After more than a decade of waiting it was evident that nothing was happening for Jared. So he looked at building his own network, connecting his neighbours and running a small-scale fibre ISP in the area. He polled the neighbours and ultimately got a 70% signup rate from passed homes (this is a large uptake rate when talking about fibre deployments).

It’s a small-scale operation, with just under 40 connections, but at the same time, the total cost for Jared was just $128,000. And this is not a high-density urban deployment or even a suburban environment. It’s in the semi-rural fringes and in an area where the larger-scale infrastructure providers saw no reason to undertake a fibre deployment.

Read: Empowering local communities to build, maintain and expand their Community Network

I find it interesting that Jared was able to identify a window of opportunity even though he had no economies of scale and no access to a pool of infrastructure investment monies. How is it that small-scale fibre deployments with limited capital budgets can construct and operate fibre-based infrastructure networks and operate at a profit, yet the larger picture of infrastructure upgrades is happening at a pace that can only be described as glacial? Infrastructure operators are just not making these investments.

The existing copper access networks in many economies, including the United States, is ageing and some would claim the copper network is now well past its use-by date, yet its replacement is not happening. Industry actors claim that such projects are uneconomical and are trying to make the case that they need access to some regulatory or financial concessions to change this picture. At the same time, they would rather dissuade governments from taking peremptory action and undertaking their own deployment, such as the National Broadband Network in Australia, which was a clear signal of terminal dissatisfaction with the incumbent national telco in 2008.

So why aren’t there more Jareds out there? If it can work for a community of 40 subscribers, then it can work for a municipality of 400,000 or more!
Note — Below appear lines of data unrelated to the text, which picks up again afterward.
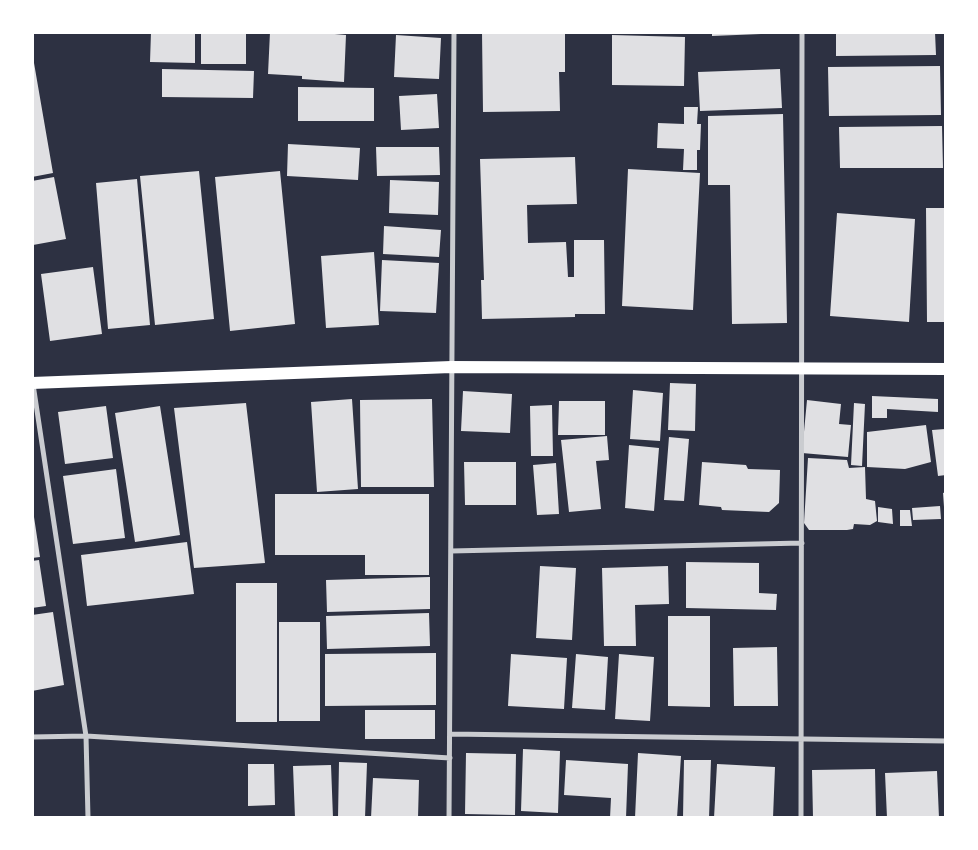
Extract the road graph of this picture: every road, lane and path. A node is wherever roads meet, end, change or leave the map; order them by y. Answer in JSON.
{"nodes":[{"id":1,"x":454,"y":32,"type":"edge"},
{"id":2,"x":802,"y":32,"type":"edge"},
{"id":3,"x":451,"y":367,"type":"junction"},
{"id":4,"x":802,"y":368,"type":"junction"},
{"id":5,"x":946,"y":369,"type":"edge"},
{"id":6,"x":33,"y":381,"type":"edge"},
{"id":7,"x":802,"y":543,"type":"junction"},
{"id":8,"x":451,"y":551,"type":"junction"},
{"id":9,"x":450,"y":734,"type":"junction"},
{"id":10,"x":86,"y":736,"type":"junction"},
{"id":11,"x":32,"y":737,"type":"edge"},
{"id":12,"x":801,"y":740,"type":"junction"},
{"id":13,"x":946,"y":741,"type":"edge"},
{"id":14,"x":450,"y":758,"type":"junction"},
{"id":15,"x":88,"y":818,"type":"edge"},
{"id":16,"x":449,"y":818,"type":"edge"},
{"id":17,"x":801,"y":818,"type":"edge"}],
"edges":[{"from":1,"to":3,"type":"street"},
{"from":2,"to":4,"type":"street"},
{"from":3,"to":4,"type":"main road"},
{"from":3,"to":6,"type":"main road"},
{"from":3,"to":8,"type":"street"},
{"from":4,"to":5,"type":"main road"},
{"from":4,"to":7,"type":"street"},
{"from":6,"to":10,"type":"street"},
{"from":7,"to":8,"type":"street"},
{"from":7,"to":12,"type":"street"},
{"from":8,"to":9,"type":"street"},
{"from":9,"to":12,"type":"street"},
{"from":9,"to":14,"type":"street"},
{"from":10,"to":11,"type":"street"},
{"from":10,"to":14,"type":"street"},
{"from":10,"to":15,"type":"street"},
{"from":12,"to":13,"type":"street"},
{"from":12,"to":17,"type":"street"},
{"from":14,"to":16,"type":"street"}]}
I suspect that in the United States, and many other economies as well, the telco incumbents would rather spend their time and money in lobbying politicians and in engaging in legal actions in the local courts to prevent municipalities taking direct action and installing fibre access infrastructure themselves. We take it for granted that we can deploy water, power and all the other service utilities using quite conventional infrastructure investment models, yet somehow the telco sector is ‘special’. So, while I can only applaud Jared’s direct action in solving his neighbourhood’s issues, I am dismayed by the degree of brokenness in this industry that he was driven to the point that there was no alternative to this direct action.

SIDR OPS and ASPA

One of the presentations of interest in SIDR OPS WG was on the efforts to perform some form of AS Path validation using the Autonomous System Provider Authorization (ASPA) objects.

This is a variation of the earlier soBGP AS adjacency object, where with ASPAs topological AS adjacency is combined with inter-AS policy. It relies on a coarse taxonomy of inter-AS relationships where, within a particular routed protocol, two ASes can either be ‘peers’ to each other or one can be a provider for the other. In the ASPA framework, each ‘customer’ AS lists the complete set of ‘providers’ that are authorized to propagate routes that this AS has passed to it as a provider.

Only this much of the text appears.